A Barista begins

I just realized that is has been over a month since my last post…time sure does fly. As some of you know I moved to Bethany Beach, Delaware in March. I started training as a Barista at Starbucks the beginning of May, working at a brand new store in Ocean City, Maryland, less then 10 miles from where I live. So I have been learning the ropes of a very fast paced environment, trying to stitch a little and more importantly, working on my tan. The beach life is growing on my, be it sitting on the beach, listening to the waves, watching the people and stitching or relaxing on the porch with a cup of coffee and a canvas, to pass the evening hours; I am liking the LSD (lower slower Delaware) life.

I decided that both the store that I work at and the store that I trained at needed to have one of these ornaments. I had stitched one for myself a couple of years ago. I am adding a back canvas with the store info as a commemoration of the event. So far it has been a fun experience, both stitching again from a chart and designing on the fly. You can find the chart for the Starbucks mermaid on Pinterest, search pearler bead patterns, there area few of them, most are free.

So after unpacking and finding employment the next biggest task for me was to find a source for my needlepoint and crafting needs. Fortunately there are 2 Michael’s stores nearby, sadly the closest Joann’s is over 50 miles away; there will be no running there for supplies very often. Needlepoint Shops are also scarce, there are 2 nearby that carry some Needlepoint; Sea Needles in Bethany Beach and Salty Yarn in Ocean City. But as luck would have it, just as I move down here a new shop has been announced, Stitch-Stash, I have met the owner Patti a couple of times, and am looking forward to spending some time at her new shop. She brings to the area a wealth of knowledge and creativity.

She also has the same eclectic tastes as I, so there should be some fun canvases that will attract a younger audience.  I believe that for the art of Needlepoint to stay relevant, the designs must also be attractive to a younger audience, if we are going to push the limits on threads, stitches and embellishing, then we must be open to designers that are also pushing the limits. So pot leaves, rainbows, and subversive text, I say bring it on, if it is what attracts the 20-30 year olds to take part in our craft, if it keeps the thread companies coming up with new fibers or simply continuing the lines we already love, I say bring on those designers and those designs. Needlepoint is supposed to be about creativity and fun!

Time for Tips

I belong to a group on Facebook called Needlepoint Nation, fairly large group of individuals, some very experienced, some novices. One question seems to pop up on quite a regular basis, working with a variety of Rainbow Gallery threads and how to avoid fraying. Now there are 2 things you should know about me, first I don’t believe that in anything having to do with Needlepoint that there is a right and wrong way to do it, simply do it the way that works for you, and secondly, I am somewhat a minimalist don’t tell me I need a tool or product to do something.

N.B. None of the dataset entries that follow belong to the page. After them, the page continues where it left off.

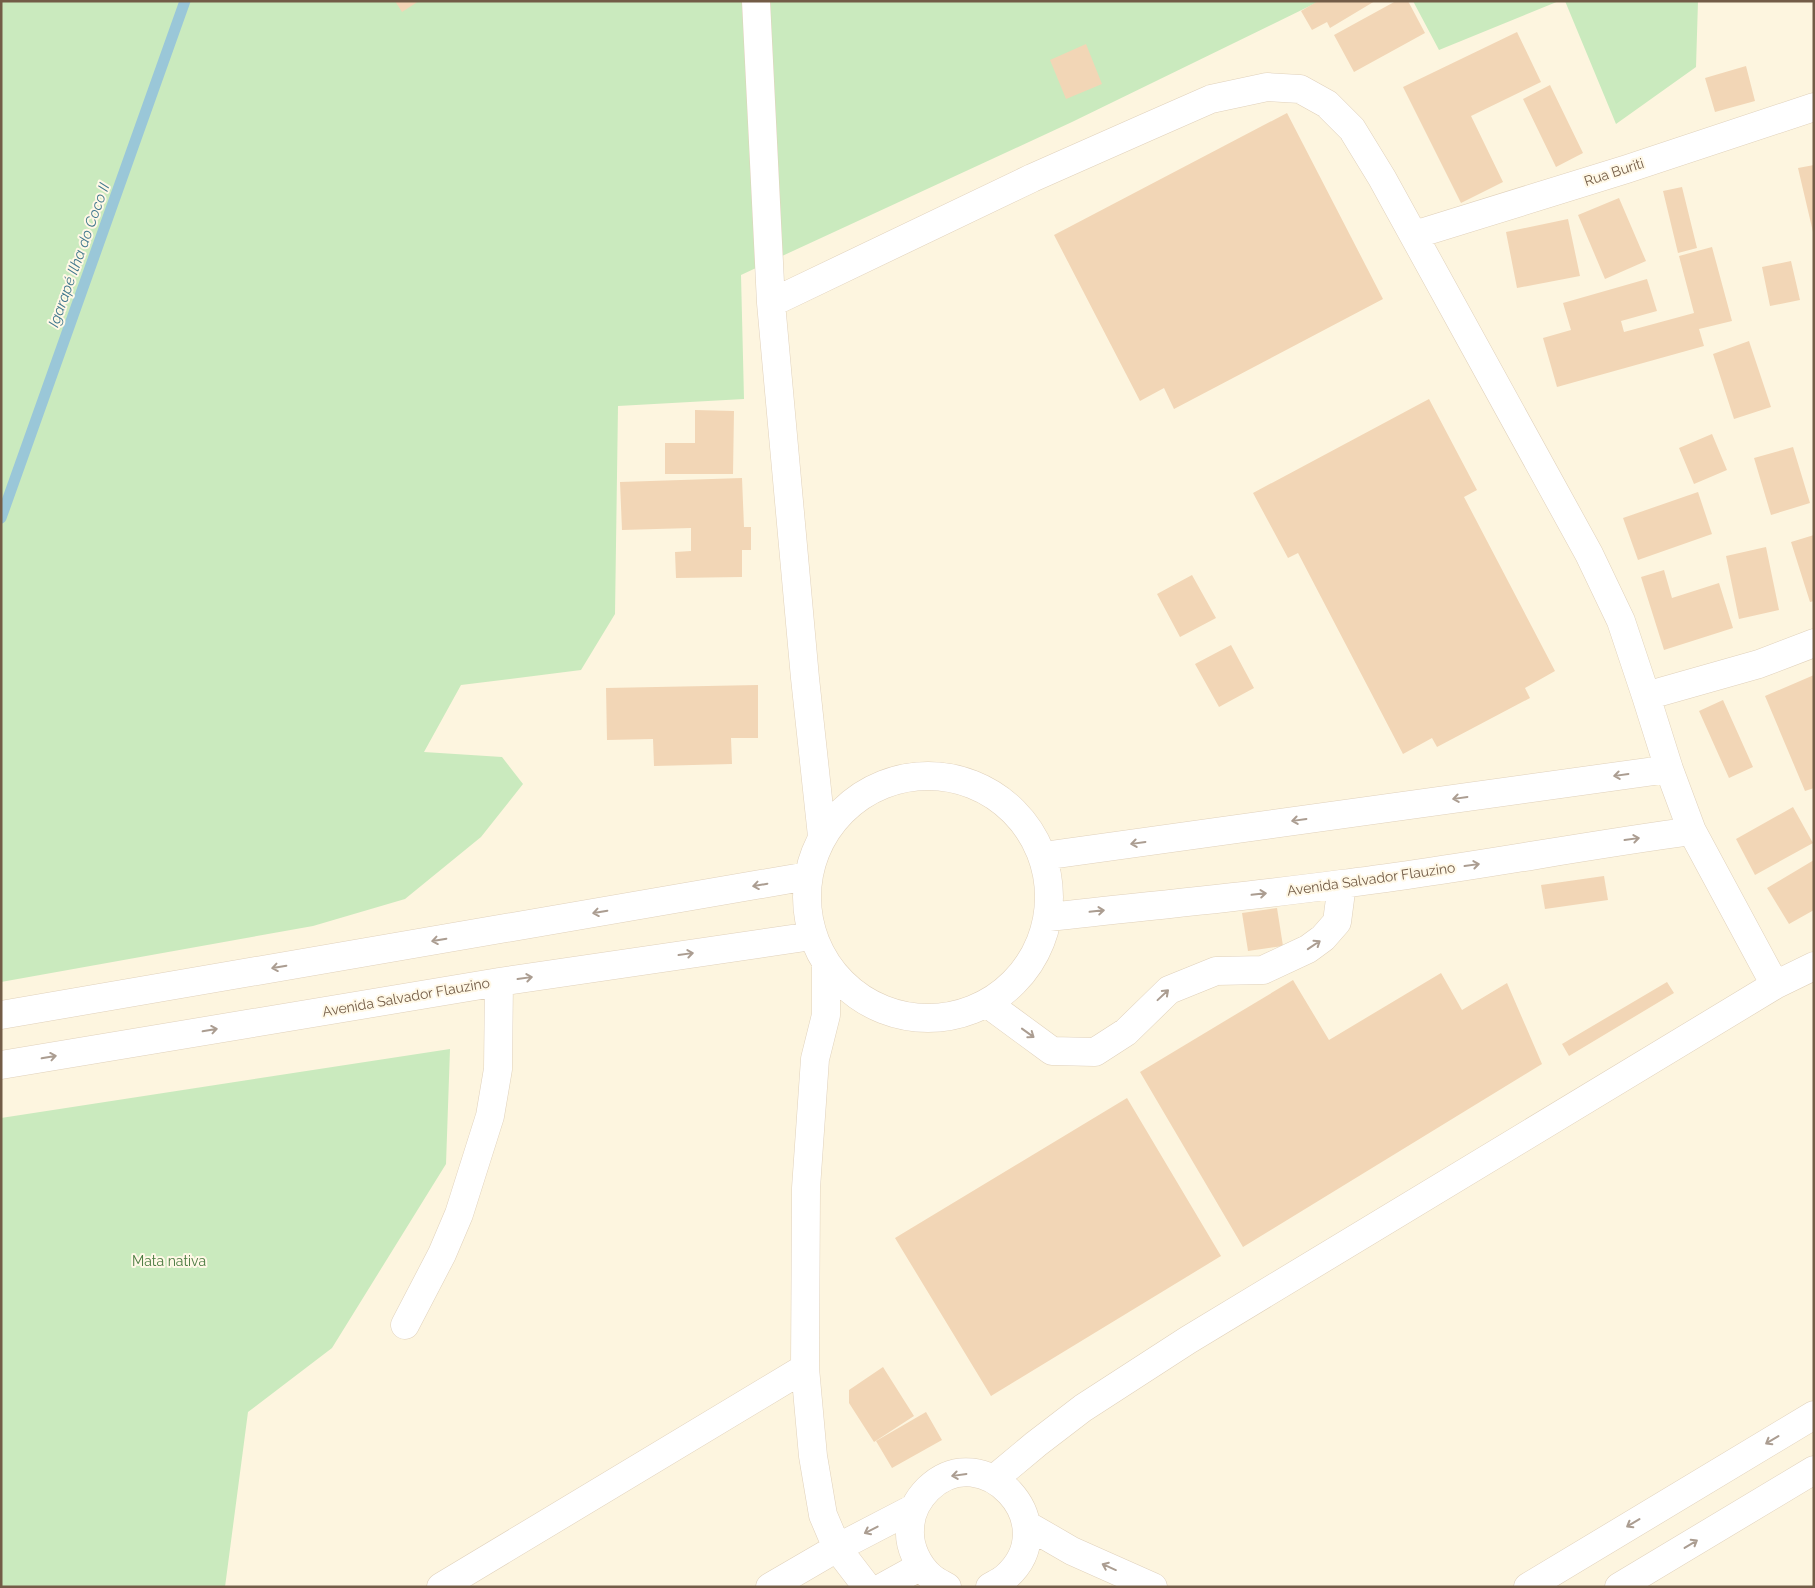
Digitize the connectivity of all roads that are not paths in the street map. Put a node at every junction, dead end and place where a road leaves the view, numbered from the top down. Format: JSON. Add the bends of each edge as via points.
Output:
{"nodes":[{"id":1,"x":756,"y":1,"type":"edge"},
{"id":2,"x":1814,"y":107,"type":"edge"},
{"id":3,"x":1414,"y":235,"type":"junction"},
{"id":4,"x":771,"y":303,"type":"junction"},
{"id":5,"x":1814,"y":643,"type":"edge"},
{"id":6,"x":1646,"y":696,"type":"junction"},
{"id":7,"x":1669,"y":769,"type":"junction"},
{"id":8,"x":1692,"y":831,"type":"junction"},
{"id":9,"x":822,"y":836,"type":"junction"},
{"id":10,"x":1043,"y":856,"type":"junction"},
{"id":11,"x":808,"y":876,"type":"junction"},
{"id":12,"x":1342,"y":884,"type":"junction"},
{"id":13,"x":1048,"y":917,"type":"junction"},
{"id":14,"x":812,"y":936,"type":"junction"},
{"id":15,"x":826,"y":963,"type":"junction"},
{"id":16,"x":1814,"y":966,"type":"edge"},
{"id":17,"x":499,"y":982,"type":"junction"},
{"id":18,"x":1775,"y":985,"type":"junction"},
{"id":19,"x":988,"y":1004,"type":"junction"},
{"id":20,"x":1,"y":1015,"type":"edge"},
{"id":21,"x":1,"y":1065,"type":"edge"},
{"id":22,"x":405,"y":1324,"type":"dead end"},
{"id":23,"x":805,"y":1368,"type":"junction"},
{"id":24,"x":1814,"y":1415,"type":"edge"},
{"id":25,"x":1814,"y":1470,"type":"edge"},
{"id":26,"x":994,"y":1479,"type":"junction"},
{"id":27,"x":914,"y":1508,"type":"junction"},
{"id":28,"x":1027,"y":1525,"type":"junction"},
{"id":29,"x":837,"y":1548,"type":"junction"},
{"id":30,"x":921,"y":1566,"type":"junction"},
{"id":31,"x":441,"y":1587,"type":"edge"},
{"id":32,"x":770,"y":1587,"type":"edge"},
{"id":33,"x":867,"y":1587,"type":"edge"},
{"id":34,"x":882,"y":1587,"type":"edge"},
{"id":35,"x":947,"y":1587,"type":"edge"},
{"id":36,"x":990,"y":1587,"type":"edge"},
{"id":37,"x":1153,"y":1587,"type":"edge"},
{"id":38,"x":1528,"y":1587,"type":"edge"},
{"id":39,"x":1619,"y":1587,"type":"edge"}],
"edges":[{"from":1,"to":4,"type":"street"},
{"from":2,"to":3,"type":"street","name":"Rua Buriti"},
{"from":3,"to":4,"type":"street","via":[[1352,129],[1327,104],[1300,89],[1267,87],[1211,100],[1145,128],[1032,178]]},
{"from":3,"to":6,"type":"street","via":[[1590,554],[1621,621]]},
{"from":4,"to":9,"type":"street"},
{"from":5,"to":6,"type":"street","via":[[1759,664]]},
{"from":6,"to":7,"type":"street"},
{"from":7,"to":8,"type":"street"},
{"from":7,"to":10,"type":"street","one_way":true},
{"from":12,"to":8,"type":"street","name":"Avenida Salvador Flauzino","one_way":true},
{"from":8,"to":18,"type":"street"},
{"from":9,"to":10,"type":"street","via":[[844,809],[871,788],[904,777],[938,775],[972,783],[1002,800],[1026,825]]},
{"from":9,"to":11,"type":"street"},
{"from":10,"to":13,"type":"street","via":[[1050,896]]},
{"from":11,"to":14,"type":"street","via":[[806,906]]},
{"from":11,"to":20,"type":"street","one_way":true},
{"from":13,"to":12,"type":"street","name":"Avenida Salvador Flauzino","one_way":true},
{"from":19,"to":12,"type":"street","one_way":true,"via":[[1052,1051],[1095,1052],[1126,1032],[1169,990],[1216,971],[1262,970],[1308,949],[1337,922]]},
{"from":13,"to":19,"type":"street","via":[[1037,951],[1016,982]]},
{"from":14,"to":15,"type":"street"},
{"from":17,"to":14,"type":"street","name":"Avenida Salvador Flauzino","one_way":true},
{"from":15,"to":19,"type":"street","via":[[850,992],[882,1010],[917,1020],[954,1017]]},
{"from":15,"to":23,"type":"street","via":[[826,1015],[815,1059],[806,1188]]},
{"from":16,"to":18,"type":"street"},
{"from":21,"to":17,"type":"street","name":"Avenida Salvador Flauzino","one_way":true},
{"from":17,"to":22,"type":"street","via":[[498,1070],[490,1116],[459,1214]]},
{"from":18,"to":26,"type":"street","via":[[1188,1340],[1083,1408]]},
{"from":23,"to":29,"type":"street","via":[[813,1456],[823,1516]]},
{"from":23,"to":31,"type":"street"},
{"from":24,"to":38,"type":"street","one_way":true},
{"from":39,"to":25,"type":"street","one_way":true},
{"from":26,"to":27,"type":"street","one_way":true,"via":[[979,1474],[948,1476],[922,1495]]},
{"from":26,"to":28,"type":"street","via":[[1010,1490]]},
{"from":27,"to":29,"type":"street","one_way":true},
{"from":27,"to":30,"type":"street","via":[[910,1535],[912,1549]]},
{"from":28,"to":36,"type":"street","via":[[1026,1544],[1019,1563],[1006,1578]]},
{"from":37,"to":28,"type":"street","one_way":true,"via":[[1072,1551]]},
{"from":29,"to":32,"type":"street"},
{"from":29,"to":33,"type":"street"},
{"from":30,"to":34,"type":"street"},
{"from":30,"to":35,"type":"street","via":[[931,1578]]}]}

With all that being said here is my very simple instruction on dealing with fiber on cards from Rainbow Gallery, the exception being any plyable fiber.

  1. Thread your needle before you cut your fiber. some thread have a nap or twist, this way you are not going against that.
  2. Let about 1 and 1/2 of the folds hang over your needle.
  3. Short lengths, you should never be using a thread longer than your forearm. Think of it this way, every pull up, and pull down scratches at the thread as it passes through the canvas. Now that of the thread as your skin, how many scratches do you think you could stand?
  4. Don’t worry about the folds, your tension is key in needlepoint, once you master that your threads will lay evenly, even with those wrinkles.
  5. I believe this one is key, I know many work on stands, try and pull your needle straight up, and straight down, this will be much easier when working with the shorter lengths mentioned earlier. Not only does this help with the abrasion to the fiber, I find that it also helps with the thread twisting.
  6. On the uptake and before plunging the needle again, roll the needle between your fingers about 3 times counter clockwise, this will relieve some of the twist that happens.

Above are some illustrations to reference what I am talking about, as you can see by the third picture, there is almost no fraying of the Neon Rays and I was able to work almost all the way to the end of the needle, my results was similar with the Fyre Werks also pictured. You can also see that in none of the pictures, do any of the folds show up.

I promise to try and get better at this, into more of a routine. Hey, enjoy the summer weather, pack up a small project and head outdoors, grab a friend, and drink and enjoy these long, dog days of summer.

3 thoughts on “A Barista begins”

  1. Great blog Kevin. On an evening when I cant sleep…this was a well written and IU informative article. All valid and so non judgmental points. Thanks.